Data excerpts
○ ○ ○ ○

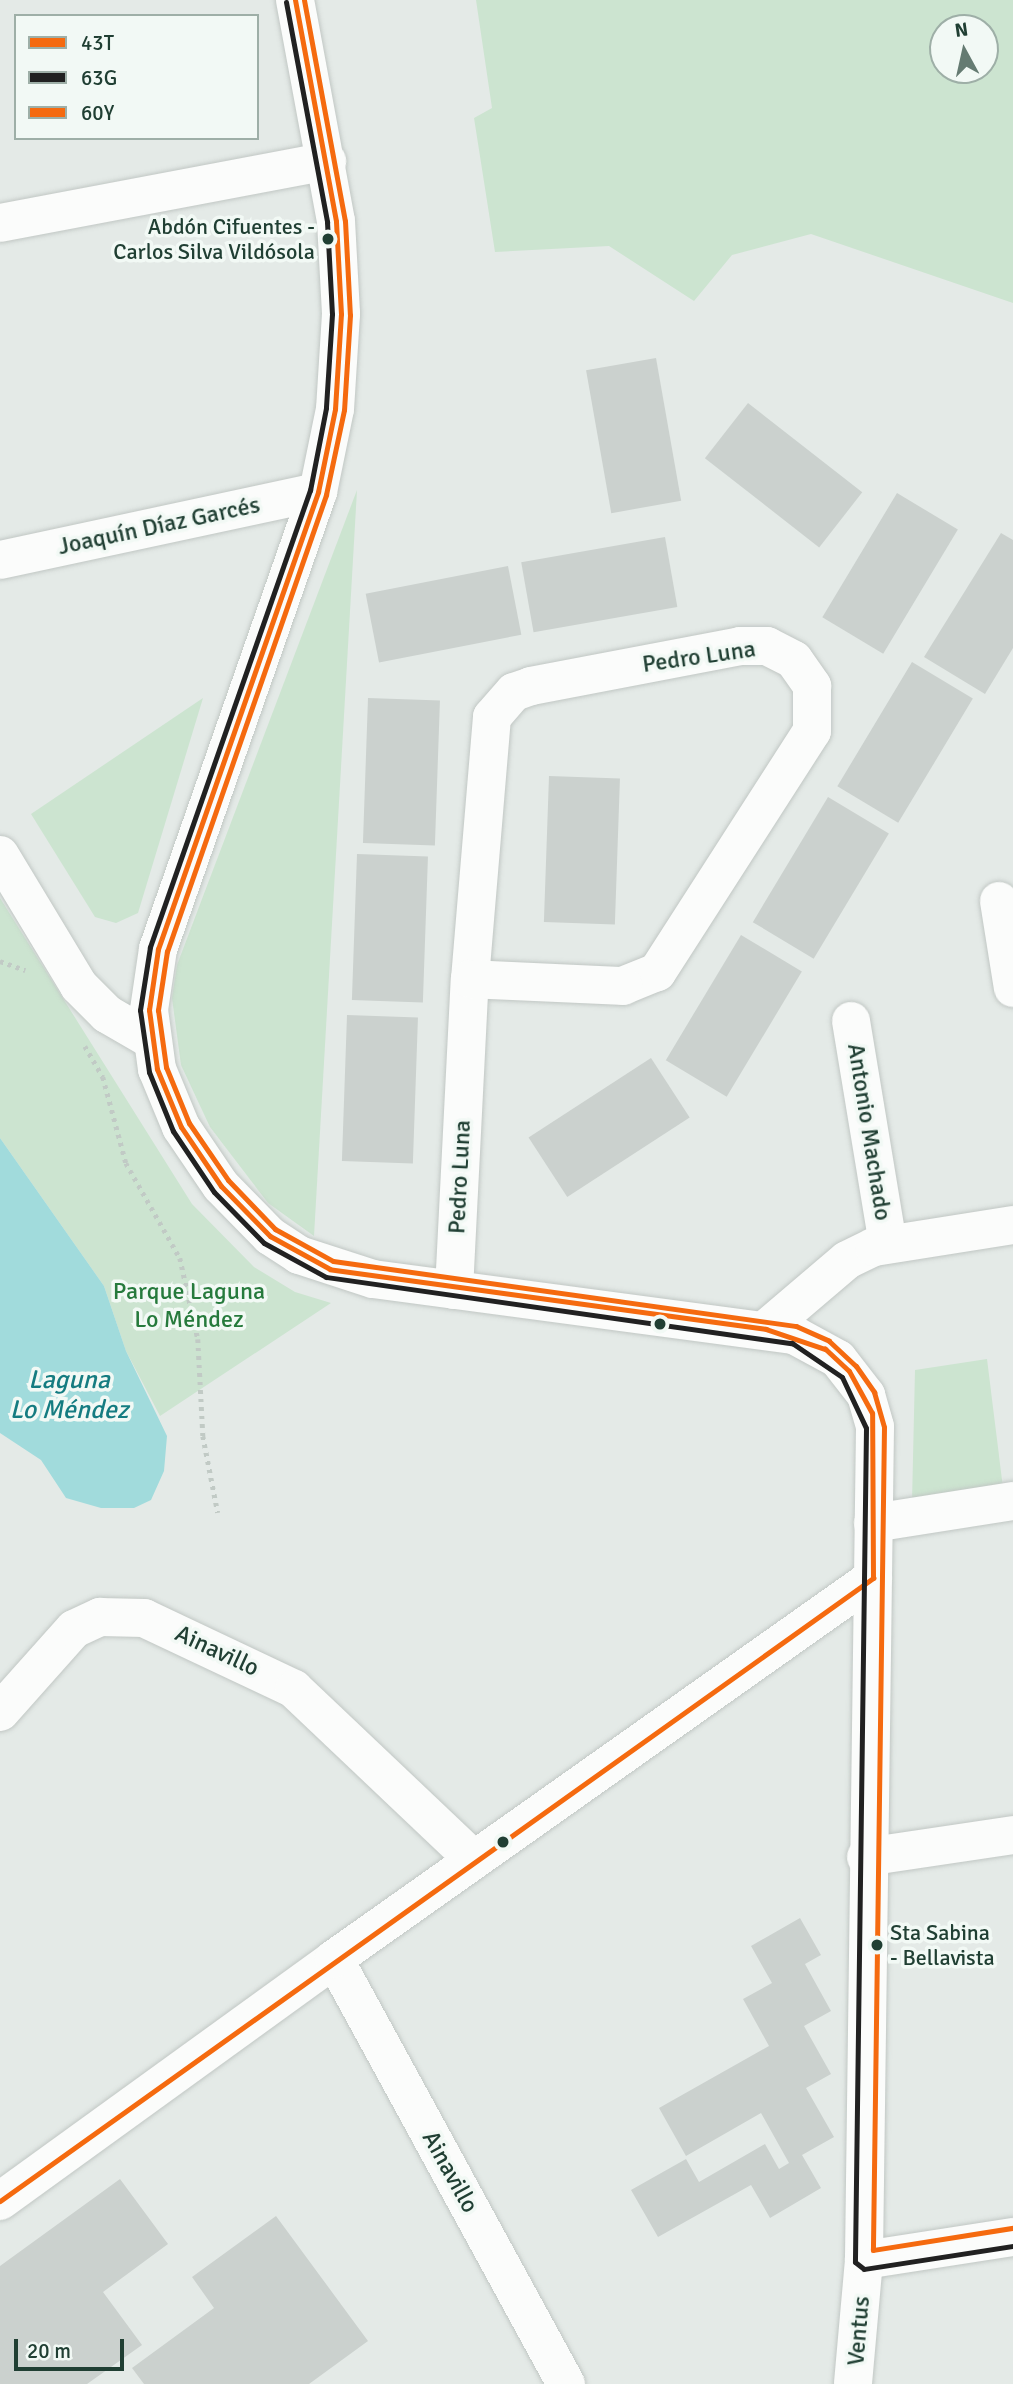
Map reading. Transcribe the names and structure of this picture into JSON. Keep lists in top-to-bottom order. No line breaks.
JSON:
{"streets":{"street":["Joaquín Díaz Garcés","Pedro Luna","Antonio Machado","Ainavillo","Ventus"]},"water":["Laguna Lo Méndez"],"parks":["Parque Laguna Lo Méndez"],"places":["Abdón Cifuentes - Carlos Silva Vildósola","Sta Sabina - Bellavista"],"lines":["transit line 43T","transit line 60Y","transit line 63G"],"legend":["43T","63G","60Y"],"scale_bar":"20 m","north":"top"}
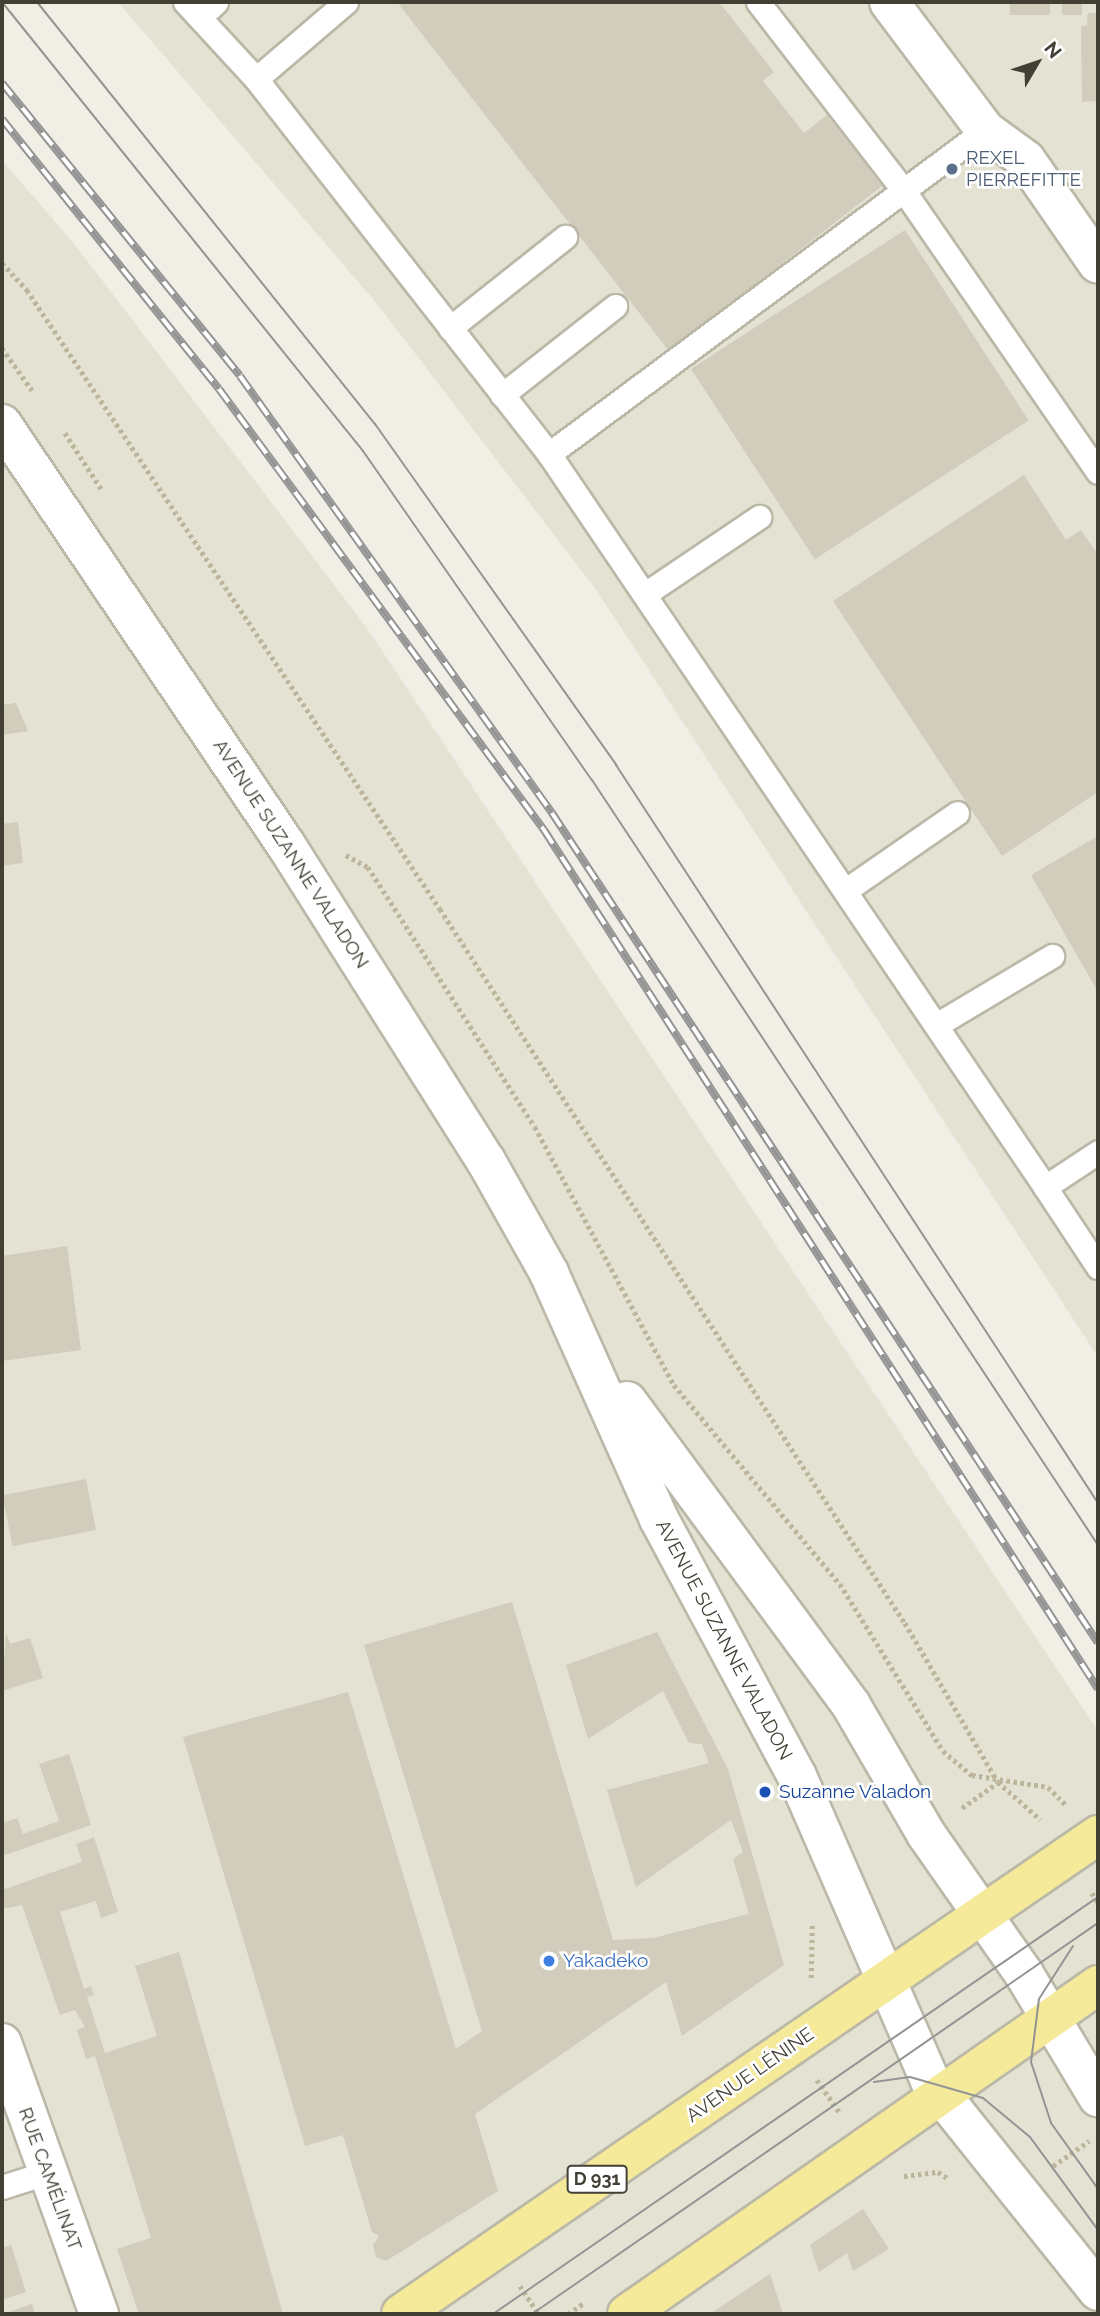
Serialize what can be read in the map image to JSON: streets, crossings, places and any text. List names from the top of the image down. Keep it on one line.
{"streets":{"main road":["AVENUE LÉNINE","D 931"],"street":["AVENUE SUZANNE VALADON","RUE CAMÉLINAT"]},"crossings":[["AVENUE SUZANNE VALADON","AVENUE LÉNINE"]],"places":["REXEL PIERREFITTE","Suzanne Valadon","Yakadeko"],"north":"top right"}
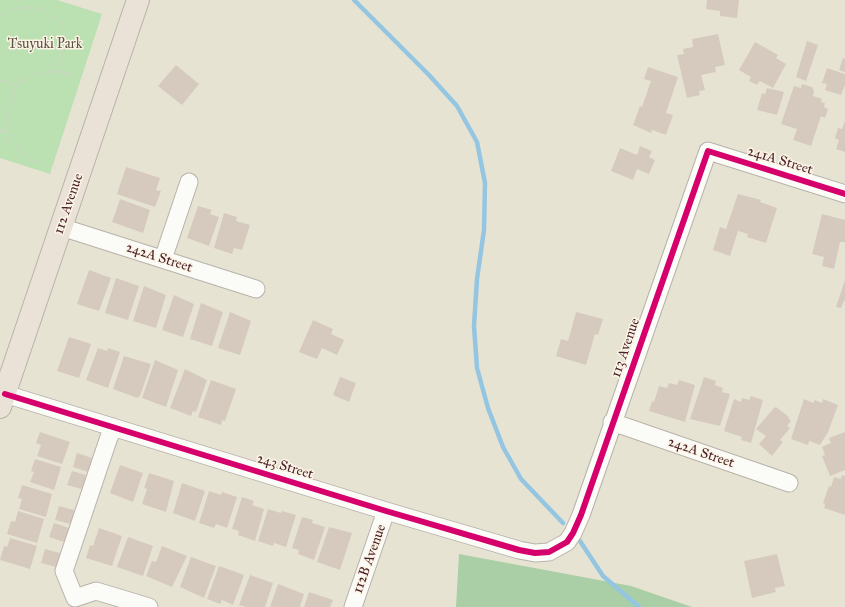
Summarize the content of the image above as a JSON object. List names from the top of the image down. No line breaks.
{"streets":{"main road":["112 Avenue"],"street":["241A Street","242A Street","113 Avenue","243 Street","112B Avenue"]},"crossings":[["241A Street","113 Avenue"],["112 Avenue","242A Street"],["112 Avenue","243 Street"],["242A Street","113 Avenue"],["113 Avenue","243 Street"],["243 Street","112B Avenue"]],"parks":["Tsuyuki Park"]}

○ ○ ○ ○

_Problem details_. No pictures belong in the copy. Repeat the entries exactly.

_Solution_.
Map reading. Transcribe the names and structure of this picture into JSON. Keep lists in top-to-bottom order. No line breaks.
JSON:
{"streets":{"street":["Joaquín Díaz Garcés","Pedro Luna","Antonio Machado","Ainavillo","Ventus"]},"water":["Laguna Lo Méndez"],"parks":["Parque Laguna Lo Méndez"],"places":["Abdón Cifuentes - Carlos Silva Vildósola","Sta Sabina - Bellavista"],"lines":["transit line 43T","transit line 60Y","transit line 63G"],"legend":["43T","63G","60Y"],"scale_bar":"20 m","north":"top"}
Serialize what can be read in the map image to JSON: streets, crossings, places and any text. List names from the top of the image down. Keep it on one line.
{"streets":{"main road":["AVENUE LÉNINE","D 931"],"street":["AVENUE SUZANNE VALADON","RUE CAMÉLINAT"]},"crossings":[["AVENUE SUZANNE VALADON","AVENUE LÉNINE"]],"places":["REXEL PIERREFITTE","Suzanne Valadon","Yakadeko"],"north":"top right"}
Summarize the content of the image above as a JSON object. List names from the top of the image down. No line breaks.
{"streets":{"main road":["112 Avenue"],"street":["241A Street","242A Street","113 Avenue","243 Street","112B Avenue"]},"crossings":[["241A Street","113 Avenue"],["112 Avenue","242A Street"],["112 Avenue","243 Street"],["242A Street","113 Avenue"],["113 Avenue","243 Street"],["243 Street","112B Avenue"]],"parks":["Tsuyuki Park"]}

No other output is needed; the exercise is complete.